Tribune
Publié le 13 mai 2014
Raphaël Souchier

Raphaël Souchier

Consultant en économies locales soutenables auprès de l’UE

Les circuits-courts, un raccourci vers l’économie nouvelle

Les circuits courts s’inscrivent au cœur d’un modèle économique émergent, qui veut dépasser les paradoxes du modèle précédent, toujours dominant mais déjà obsolète. Le XX° siècle fut façonné par une économie linéaire, née de la croyance qu’une exploitation sans limite de ressources inépuisables apporterait prospérité et bonheur à qui s’en donnerait la peine.

Un modèle économique sort de terre

Mais la décennie actuelle achève de dévoiler les limites d’un système qui a déstabilisé tant les sociétés humaines que la biosphère. Accusant le trait, la déconnexion croissante de l’économie financiarisée d’avec les besoins de l’économie réelle et l’explosion des inégalités entre riches et pauvres nous appellent à changer de regard.

Partout dans le monde, des pratiques nouvelles ou revisitant des savoir-faire délaissés montrent la voie d’une économie plus viable et désirable. Ecologie industrielle et circulaire, ESS, économie du don, troc, économie collaborative, entreprise sociale, fablabs, crowdfunding, biomimétisme, économie régénératrice… sont autant de facettes de cette espérance nouvelle : l’économie tirera demain sa légitimité de sa capacité à restaurer les équilibres vitaux de nos sociétés et ceux de l’écosystème fragile qui nous prête vie.

Quand ils reposent sur « des valeurs et une volonté de s’engager vers une société moins inégalitaire, avec une prise en compte constante de l’impact des modes de production1 » , les circuits courts incarnent cette mutation.

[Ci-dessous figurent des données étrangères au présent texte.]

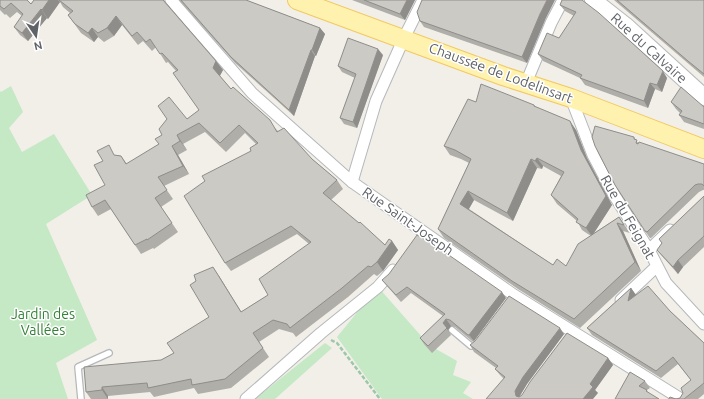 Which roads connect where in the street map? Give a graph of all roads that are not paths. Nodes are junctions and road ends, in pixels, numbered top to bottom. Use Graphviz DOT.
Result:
graph roads {
  1 [pos="171,0"];
  2 [pos="297,0"];
  3 [pos="423,0"];
  4 [pos="563,0"];
  5 [pos="593,0"];
  6 [pos="404,38"];
  7 [pos="526,83"];
  8 [pos="704,97"];
  9 [pos="571,98"];
  10 [pos="704,149"];
  11 [pos="352,182"];
  12 [pos="676,224"];
  13 [pos="421,230"];
  14 [pos="413,241"];
  15 [pos="649,250"];
  16 [pos="400,259"];
  17 [pos="656,267"];
  18 [pos="614,307"];
  19 [pos="704,324"];
  20 [pos="592,326"];
  21 [pos="452,330"];
  22 [pos="574,335"];
  23 [pos="481,339"];
  24 [pos="109,353"];
  25 [pos="81,399"];
  26 [pos="246,399"];
  27 [pos="681,399"];
  1 -- 11 [label="street, Rue Saint-Joseph"];
  2 -- 6 [label="main road, Chaussée de Lodelinsart"];
  3 -- 6 [label="street"];
  4 -- 7 [label="street"];
  5 -- 8 [label="main road, Rue du Calvaire"];
  6 -- 7 [label="main road, Chaussée de Lodelinsart"];
  6 -- 11 [label="street"];
  7 -- 9 [label="main road, Chaussée de Lodelinsart"];
  9 -- 10 [label="main road, Chaussée de Lodelinsart"];
  9 -- 15 [label="street, Rue du Feignat"];
  11 -- 13 [label="street, Rue Saint-Joseph"];
  12 -- 15 [label="street"];
  13 -- 14 [label="street"];
  13 -- 22 [label="street, Rue Saint-Joseph"];
  15 -- 17 [label="street, Rue du Feignat"];
  16 -- 26 [label="street"];
  17 -- 18 [label="street"];
  17 -- 19 [label="street, Rue du Feignat"];
  20 -- 22 [label="street"];
  21 -- 23 [label="lane"];
  22 -- 27 [label="street, Rue Saint-Joseph"];
  24 -- 25 [label="lane"];
} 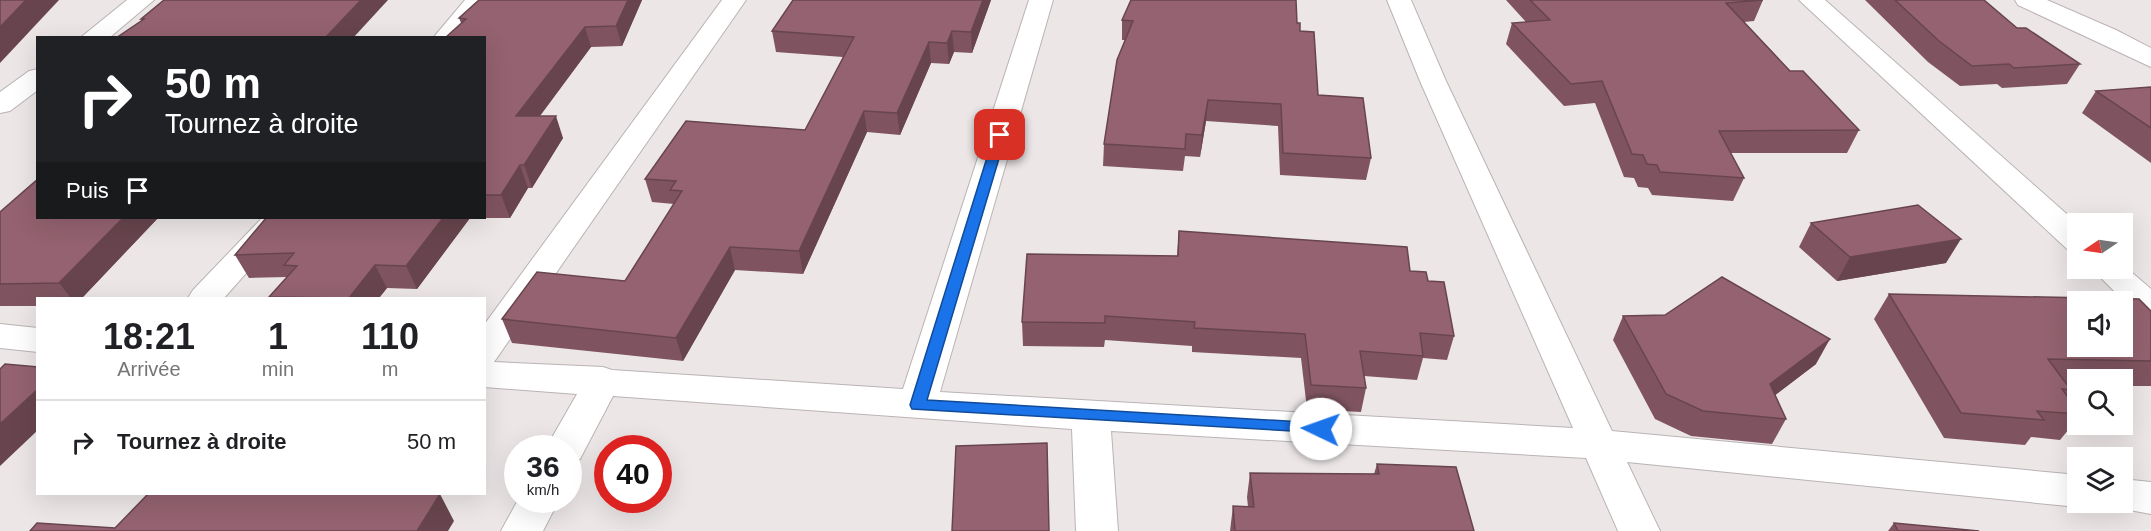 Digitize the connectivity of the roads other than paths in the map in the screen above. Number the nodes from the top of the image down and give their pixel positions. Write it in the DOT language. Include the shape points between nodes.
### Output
graph roads {
  1 [pos="142,0"];
  2 [pos="478,0"];
  3 [pos="734,0"];
  4 [pos="1041,0"];
  5 [pos="1399,0"];
  6 [pos="1811,0"];
  7 [pos="2027,0"];
  8 [pos="95,36"];
  9 [pos="447,36"];
  10 [pos="2151,59"];
  11 [pos="36,78"];
  12 [pos="0,105"];
  13 [pos="278,219"];
  14 [pos="2067,232"];
  15 [pos="2119,279"];
  16 [pos="206,297"];
  17 [pos="2151,308"];
  18 [pos="0,336"];
  19 [pos="36,340"];
  20 [pos="486,349"];
  21 [pos="486,374"];
  22 [pos="603,380"];
  23 [pos="917,405"];
  24 [pos="1091,416"];
  25 [pos="573,435"];
  26 [pos="1598,444"];
  27 [pos="2067,490"];
  28 [pos="2133,496"];
  29 [pos="2151,498"];
  30 [pos="532,513"];
  31 [pos="522,531"];
  32 [pos="1097,531"];
  33 [pos="1639,531"];
  1 -- 8 [label="street"];
  2 -- 9 [label="street"];
  3 -- 20 [label="street"];
  4 -- 23 [label="street"];
  5 -- 26 [label="street" via="1432,81"];
  6 -- 14 [label="street"];
  7 -- 10 [label="street"];
  11 -- 12 [label="street"];
  13 -- 16 [label="street"];
  15 -- 17 [label="street"];
  18 -- 19 [label="street"];
  21 -- 22 [label="street"];
  22 -- 23 [label="street"];
  22 -- 25 [label="street"];
  23 -- 24 [label="street"];
  24 -- 26 [label="street"];
  24 -- 32 [label="street"];
  26 -- 27 [label="street"];
  26 -- 33 [label="street"];
  28 -- 29 [label="street"];
  30 -- 31 [label="street"];
} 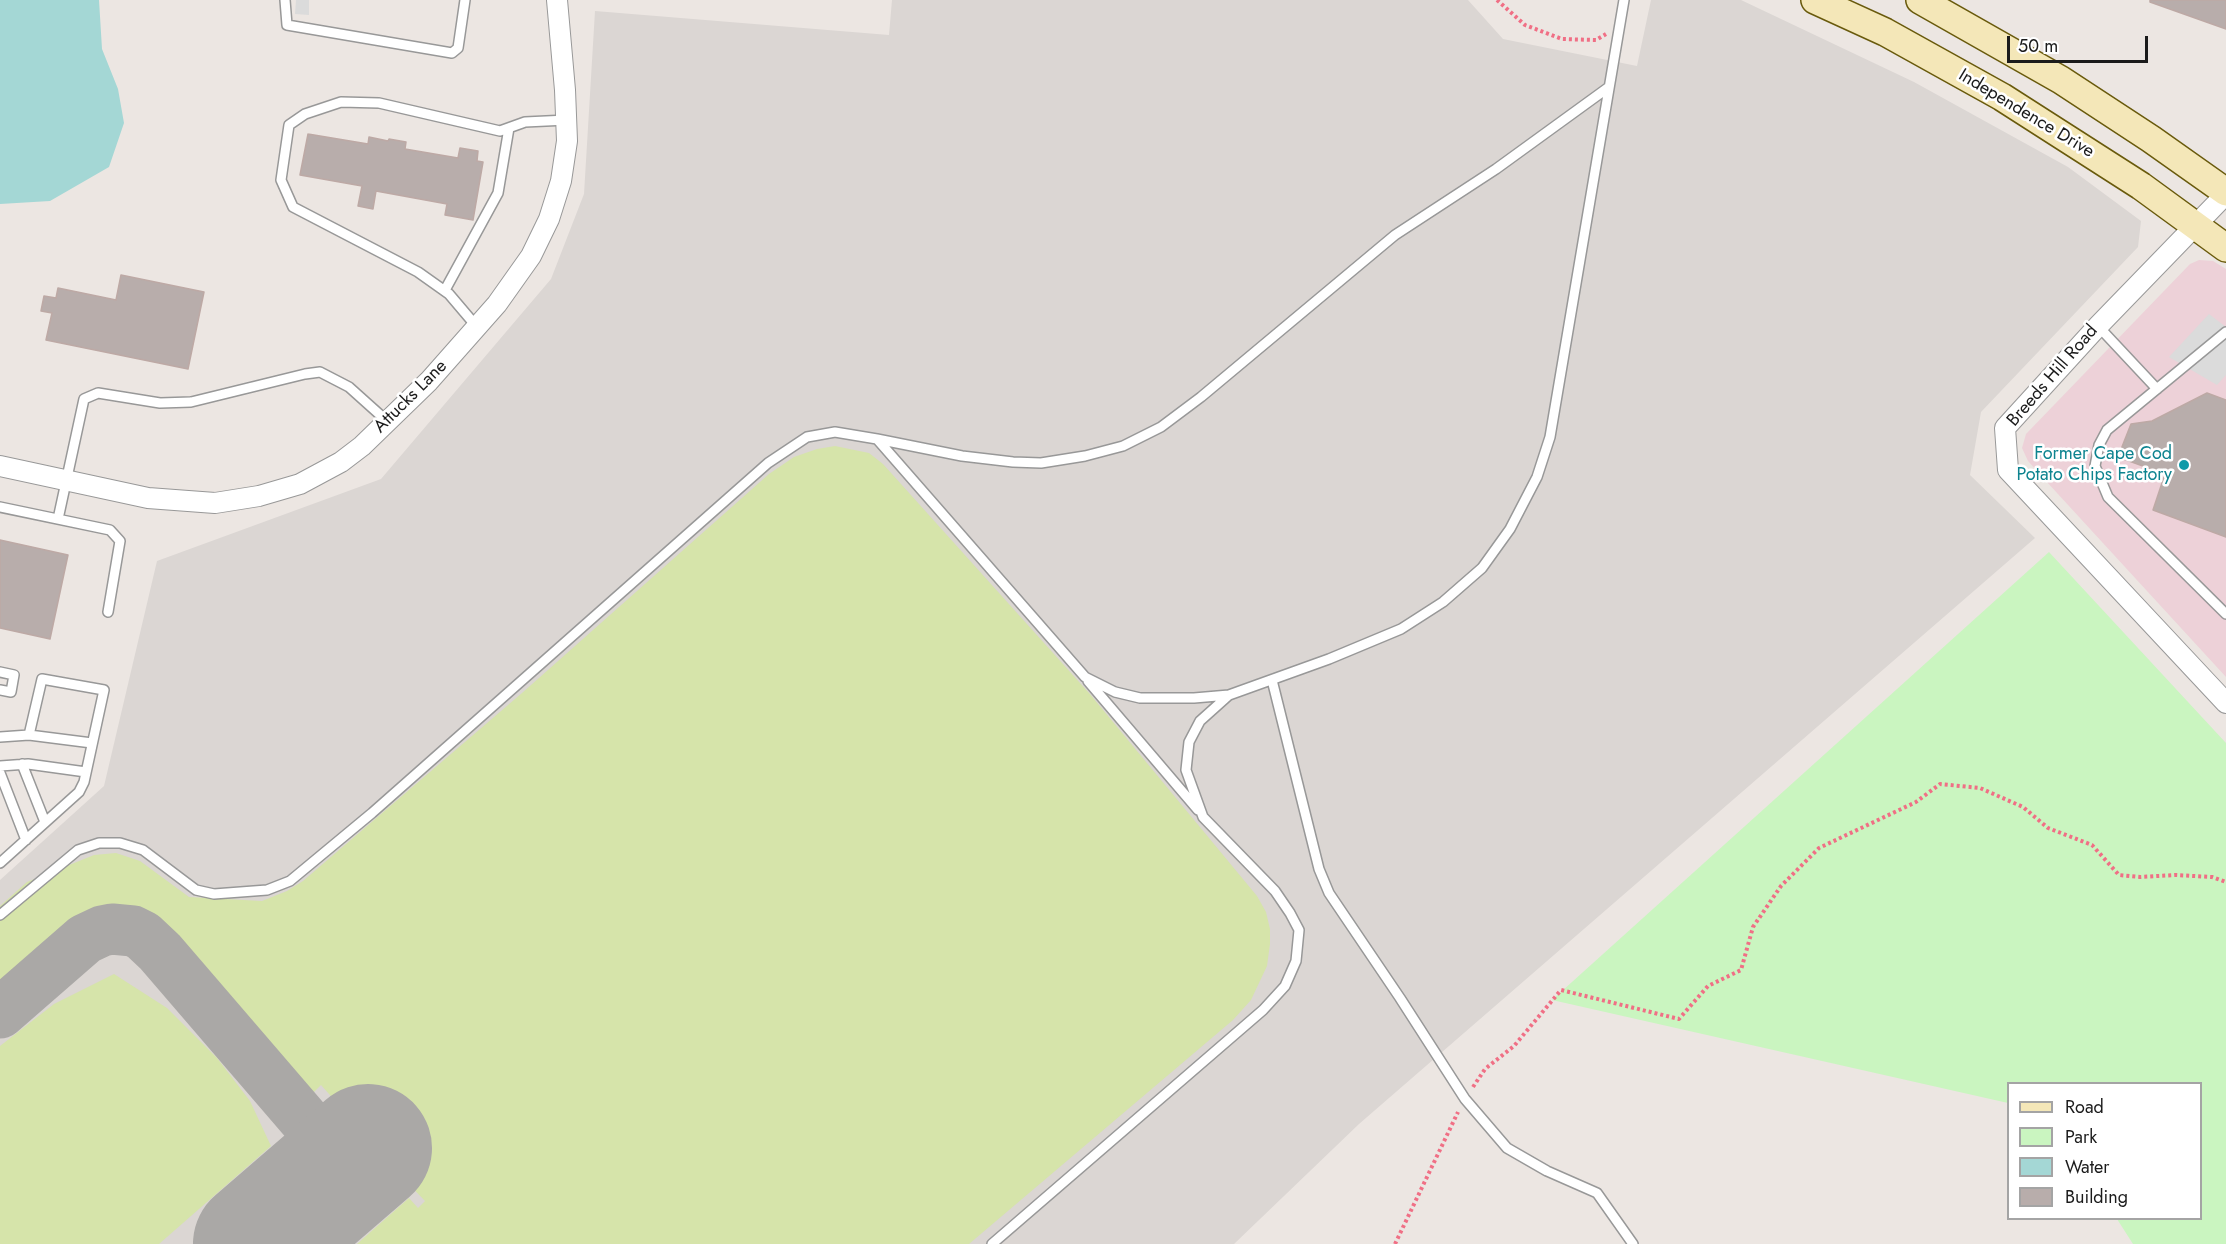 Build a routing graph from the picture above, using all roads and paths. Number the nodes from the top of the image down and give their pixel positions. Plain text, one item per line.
1 (285, 0) edge
2 (465, 0) edge
3 (557, 0) edge
4 (1497, 0) edge
5 (1624, 0) edge
6 (1815, 0) edge
7 (1920, 0) edge
8 (1618, 27) junction
9 (1609, 87) junction
10 (567, 120) junction
11 (509, 128) junction
12 (2226, 193) edge
13 (2197, 225) junction
14 (2226, 248) edge
15 (445, 290) junction
16 (2098, 326) junction
17 (477, 327) junction
18 (2226, 332) edge
19 (2157, 389) junction
20 (388, 422) junction
21 (877, 439) junction
22 (0, 466) edge
23 (67, 481) junction
24 (0, 507) edge
25 (58, 519) junction
26 (108, 612) dead end
27 (2226, 614) edge
28 (0, 672) edge
29 (1085, 677) junction
30 (1272, 680) junction
31 (0, 690) edge
32 (1229, 694) junction
33 (2226, 703) edge
34 (29, 735) junction
35 (0, 737) edge
36 (93, 743) junction
37 (22, 764) junction
38 (0, 766) edge
39 (86, 772) junction
40 (0, 773) edge
41 (1203, 817) junction
42 (45, 822) junction
43 (26, 840) junction
44 (0, 863) edge
45 (2226, 882) edge
46 (0, 915) edge
47 (1465, 1099) junction
48 (992, 1244) edge
49 (1395, 1244) edge
50 (1633, 1244) edge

Pour Christian Pierret, président de la Fédération des Villes Moyennes, les circuits courts sont « le contraire d’un repli autarcique. Ils proposent la valorisation des ressources locales pour assurer la compétitivité, la cohésion sociale et la transition énergétique des territoires pour mieux rebondir dans la compétition mondiale : une nouvelle économie d’innovation technologique, économique mais aussi sociale- reposant sur les synergies et les échanges locaux, le développement territorial intégré ». Il faut, dit-il, soutenir l’innovation locale pour faciliter la mise en réseau et revoir le code des marchés publics selon des critères de mieux disant territorial, social et environnemental. Les logiques de court terme doivent céder la place à une prise en compte globale des enjeux et des impacts, sur le long terme.

Des économies enracinées

Depuis un demi-siècle, l’économie des territoires est passée au second plan des politiques publiques et des stratégies d’entreprises. Or on comprend aujourd’hui que le commerce extérieur ne peut, seul, garantir une prospérité durable. Des économies locales laissées en friche s’avèrent porteuses de richesses, d’emplois, de dynamiques sociales et culturelles.

Alors que soufflent les vents violents de la mondialisation, des millions d’entrepreneurs, de citoyens et de collectivités montrent, dans de nombreux pays, que cette nouvelle forme d’échange doit, pour réussir, s’enraciner dans des communautés humaines vivantes, et tisser des liens avec le monde. Mondialisation et localisation sont comme les deux faces d’une même médaille.

Atouts et défis

Une société éduquée et ouverte, un territoire sûr et équilibré, des institutions et infrastructures que d’autres nous envient… dans cette mutation globale, la France, au cœur de l’Europe, ne manque pas d’atouts.

Pour elle, pour nous, le défi est ailleurs : dans un patrimoine national marqué par le centralisme et une culture de la défiance. Nos entreprises, associations et collectivités doivent apprendre à se faire confiance pour, ensemble, créer des économies équitables et prospères, reflets –notons le- des valeurs de l’ESS.

Nous gagnerons enfin à donner, sans attendre, aux générations nouvelles la place et les moyens d’inventer, d’entreprendre et de célébrer une vision et un monde qui, déjà, sont les leurs.

  • 1Marie Maurage, présidente de Bio en Provence, in « Circuits de proximité à dimension sociale en agriculture biologique, recueil d’expériences innovantes », FNAB, 2011.